■ WORKING DATA
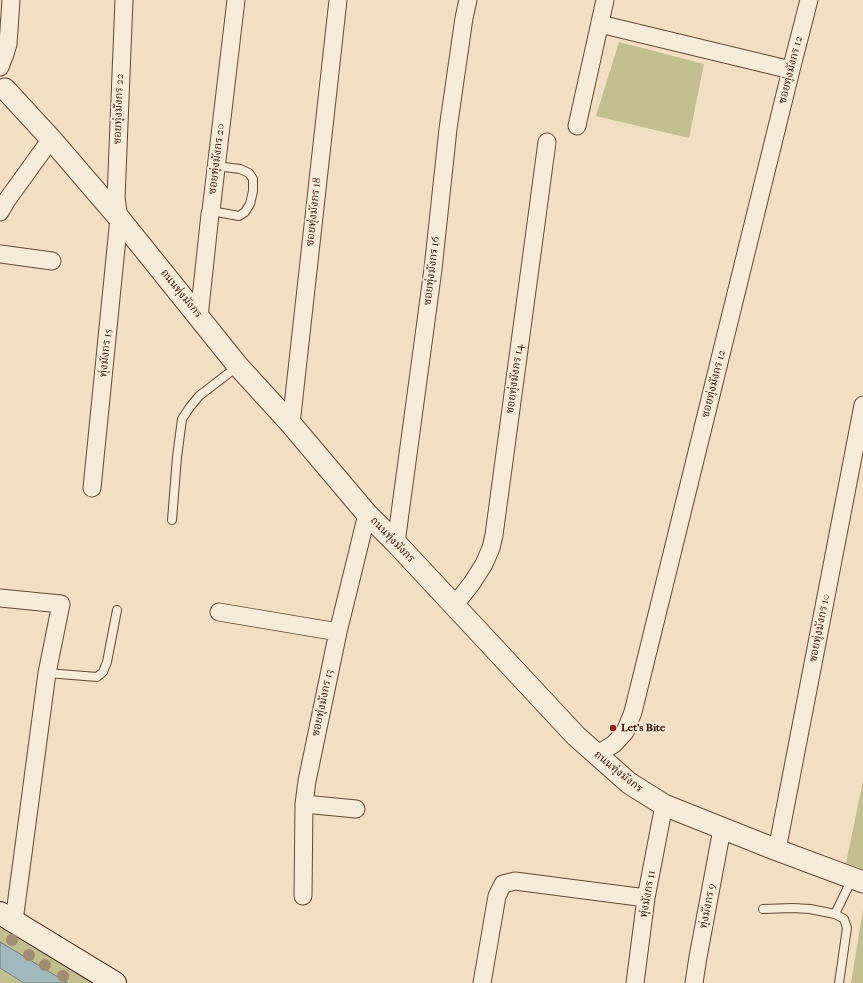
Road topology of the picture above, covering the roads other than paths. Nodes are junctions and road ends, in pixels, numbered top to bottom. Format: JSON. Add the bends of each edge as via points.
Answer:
{"nodes":[{"id":1,"x":11,"y":0,"type":"edge"},
{"id":2,"x":124,"y":0,"type":"edge"},
{"id":3,"x":236,"y":0,"type":"edge"},
{"id":4,"x":338,"y":0,"type":"edge"},
{"id":5,"x":468,"y":0,"type":"edge"},
{"id":6,"x":605,"y":0,"type":"edge"},
{"id":7,"x":809,"y":0,"type":"edge"},
{"id":8,"x":600,"y":24,"type":"junction"},
{"id":9,"x":0,"y":67,"type":"edge"},
{"id":10,"x":791,"y":70,"type":"junction"},
{"id":11,"x":2,"y":89,"type":"edge"},
{"id":12,"x":577,"y":126,"type":"dead end"},
{"id":13,"x":51,"y":139,"type":"junction"},
{"id":14,"x":547,"y":142,"type":"dead end"},
{"id":15,"x":216,"y":166,"type":"junction"},
{"id":16,"x":211,"y":211,"type":"junction"},
{"id":17,"x":0,"y":212,"type":"edge"},
{"id":18,"x":119,"y":218,"type":"junction"},
{"id":19,"x":0,"y":254,"type":"edge"},
{"id":20,"x":52,"y":261,"type":"dead end"},
{"id":21,"x":199,"y":317,"type":"junction"},
{"id":22,"x":238,"y":366,"type":"junction"},
{"id":23,"x":863,"y":405,"type":"edge"},
{"id":24,"x":291,"y":424,"type":"junction"},
{"id":25,"x":92,"y":488,"type":"dead end"},
{"id":26,"x":367,"y":514,"type":"junction"},
{"id":27,"x":172,"y":520,"type":"dead end"},
{"id":28,"x":396,"y":543,"type":"junction"},
{"id":29,"x":0,"y":598,"type":"edge"},
{"id":30,"x":454,"y":606,"type":"junction"},
{"id":31,"x":117,"y":610,"type":"dead end"},
{"id":32,"x":219,"y":612,"type":"dead end"},
{"id":33,"x":338,"y":632,"type":"junction"},
{"id":34,"x":47,"y":673,"type":"junction"},
{"id":35,"x":596,"y":755,"type":"junction"},
{"id":36,"x":304,"y":804,"type":"junction"},
{"id":37,"x":664,"y":805,"type":"junction"},
{"id":38,"x":356,"y":809,"type":"dead end"},
{"id":39,"x":722,"y":829,"type":"junction"},
{"id":40,"x":777,"y":850,"type":"junction"},
{"id":41,"x":858,"y":880,"type":"edge"},
{"id":42,"x":303,"y":896,"type":"dead end"},
{"id":43,"x":646,"y":898,"type":"junction"},
{"id":44,"x":763,"y":909,"type":"dead end"},
{"id":45,"x":835,"y":914,"type":"junction"},
{"id":46,"x":7,"y":917,"type":"edge"},
{"id":47,"x":115,"y":983,"type":"edge"},
{"id":48,"x":482,"y":983,"type":"edge"},
{"id":49,"x":635,"y":983,"type":"edge"},
{"id":50,"x":694,"y":983,"type":"edge"},
{"id":51,"x":839,"y":983,"type":"edge"}],
"edges":[{"from":1,"to":9,"type":"street","via":[[8,44]]},
{"from":2,"to":18,"type":"street","name":"ซอยทุ่งมังกร 22","via":[[116,198]]},
{"from":3,"to":15,"type":"street","name":"ซอยทุ่งมังกร 20"},
{"from":4,"to":24,"type":"street","name":"ซอยทุ่งมังกร 18"},
{"from":5,"to":28,"type":"street","name":"ซอยทุ่งมังกร 16","via":[[448,129],[433,269]]},
{"from":6,"to":8,"type":"street"},
{"from":7,"to":10,"type":"street","name":"ซอยทุ่งมังกร 12"},
{"from":8,"to":10,"type":"street"},
{"from":8,"to":12,"type":"street"},
{"from":10,"to":35,"type":"street","name":"ซอยทุ่งมังกร 12","via":[[632,712],[625,732],[614,744]]},
{"from":11,"to":13,"type":"street","name":"ถนนทุ่งมังกร"},
{"from":13,"to":17,"type":"street"},
{"from":13,"to":18,"type":"street","name":"ถนนทุ่งมังกร"},
{"from":14,"to":30,"type":"street","name":"ซอยทุ่งมังกร 14","via":[[494,535],[484,564]]},
{"from":15,"to":16,"type":"street","name":"ซอยทุ่งมังกร 20"},
{"from":15,"to":16,"type":"lane","via":[[240,168],[249,173],[253,179],[253,190],[250,204],[239,216]]},
{"from":16,"to":21,"type":"street","name":"ซอยทุ่งมังกร 20"},
{"from":18,"to":21,"type":"street","name":"ถนนทุ่งมังกร"},
{"from":18,"to":25,"type":"street","name":"ทุ่งมังกร 15"},
{"from":19,"to":20,"type":"street"},
{"from":21,"to":22,"type":"street","name":"ถนนทุ่งมังกร"},
{"from":22,"to":24,"type":"street","name":"ถนนทุ่งมังกร"},
{"from":22,"to":27,"type":"lane","via":[[199,396],[182,419]]},
{"from":23,"to":40,"type":"street","name":"ซอยทุ่งมังกร 10"},
{"from":24,"to":26,"type":"street","name":"ถนนทุ่งมังกร"},
{"from":26,"to":28,"type":"street","name":"ถนนทุ่งมังกร"},
{"from":26,"to":33,"type":"street","name":"ซอยทุ่งมังกร 13"},
{"from":28,"to":30,"type":"street","name":"ถนนทุ่งมังกร"},
{"from":29,"to":34,"type":"street","via":[[61,604]]},
{"from":30,"to":35,"type":"street","name":"ถนนทุ่งมังกร"},
{"from":31,"to":34,"type":"lane","via":[[103,672],[97,677]]},
{"from":32,"to":33,"type":"street"},
{"from":33,"to":36,"type":"street","name":"ซอยทุ่งมังกร 13","via":[[306,781]]},
{"from":34,"to":46,"type":"street"},
{"from":35,"to":37,"type":"street","name":"ถนนทุ่งมังกร","via":[[629,783]]},
{"from":36,"to":38,"type":"street"},
{"from":36,"to":42,"type":"street","name":"ซอยทุ่งมังกร 13"},
{"from":37,"to":39,"type":"street","name":"ถนนทุ่งมังกร"},
{"from":37,"to":43,"type":"street","name":"ทุ่งมังกร 11"},
{"from":39,"to":40,"type":"street","name":"ถนนทุ่งมังกร"},
{"from":39,"to":50,"type":"street","name":"ทุ่งมังกร 9"},
{"from":40,"to":41,"type":"street","name":"ถนนทุ่งมังกร"},
{"from":41,"to":45,"type":"lane"},
{"from":43,"to":48,"type":"street","via":[[515,881],[503,884],[497,896]]},
{"from":43,"to":49,"type":"street","name":"ทุ่งมังกร 11"},
{"from":44,"to":45,"type":"lane","via":[[810,909]]},
{"from":45,"to":51,"type":"lane","via":[[844,919],[847,928]]},
{"from":46,"to":47,"type":"main road"}]}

■ TASK GOAL
Please show every line of the records that holds the word "road".

■ ANSWER FOR THIS EXERCISE
Road topology of the picture above, covering the roads other than paths. Nodes are junctions and road ends, in pixels, numbered top to bottom. Format: JSON. Add the bends of each edge as via points.
{"from":46,"to":47,"type":"main road"}]}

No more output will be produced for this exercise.